- _Problem_
Skip the images and repeat every entry word for word.

※

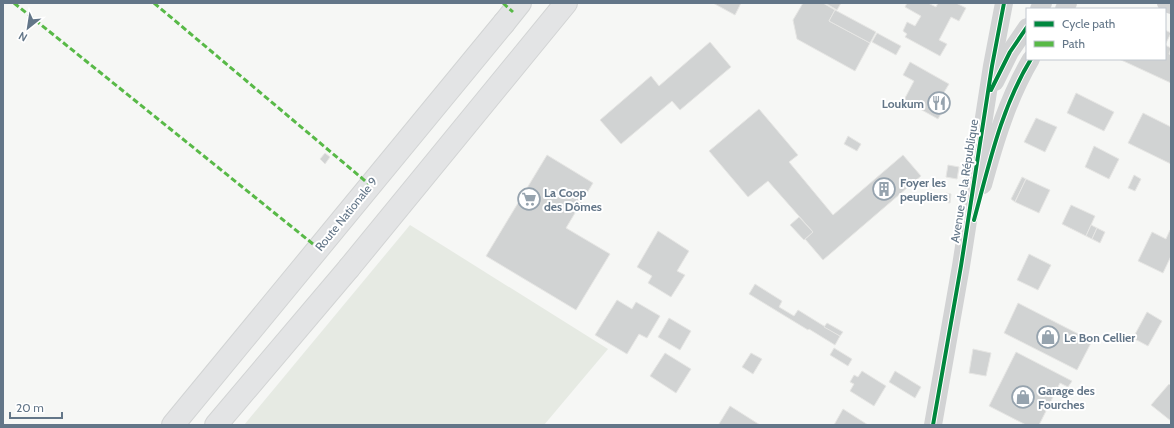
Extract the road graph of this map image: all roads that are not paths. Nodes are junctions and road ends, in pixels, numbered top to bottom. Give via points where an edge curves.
1 (520, 3) edge
2 (566, 3) edge
3 (1004, 3) edge
4 (1166, 3) edge
5 (1171, 6) edge
6 (1026, 28) edge
7 (1030, 60) edge
8 (987, 99) junction
9 (961, 266) junction
10 (173, 425) edge
11 (216, 425) edge
12 (932, 425) edge

1 - 10 main road, Route Nationale 9
2 - 11 main road via 349,268
3 - 8 street, Avenue de la République
4 - 5 street
6 - 8 street via 1010,52
7 - 9 street, Avenue de la République via 1010,98 996,139
8 - 9 street, Avenue de la République
9 - 12 street, Avenue de la République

※

- _Result of the exercise_
Extract the road graph of this map image: all roads that are not paths. Nodes are junctions and road ends, in pixels, numbered top to bottom. Give via points where an edge curves.
1 (520, 3) edge
2 (566, 3) edge
3 (1004, 3) edge
4 (1166, 3) edge
5 (1171, 6) edge
6 (1026, 28) edge
7 (1030, 60) edge
8 (987, 99) junction
9 (961, 266) junction
10 (173, 425) edge
11 (216, 425) edge
12 (932, 425) edge

1 - 10 main road, Route Nationale 9
2 - 11 main road via 349,268
3 - 8 street, Avenue de la République
4 - 5 street
6 - 8 street via 1010,52
7 - 9 street, Avenue de la République via 1010,98 996,139
8 - 9 street, Avenue de la République
9 - 12 street, Avenue de la République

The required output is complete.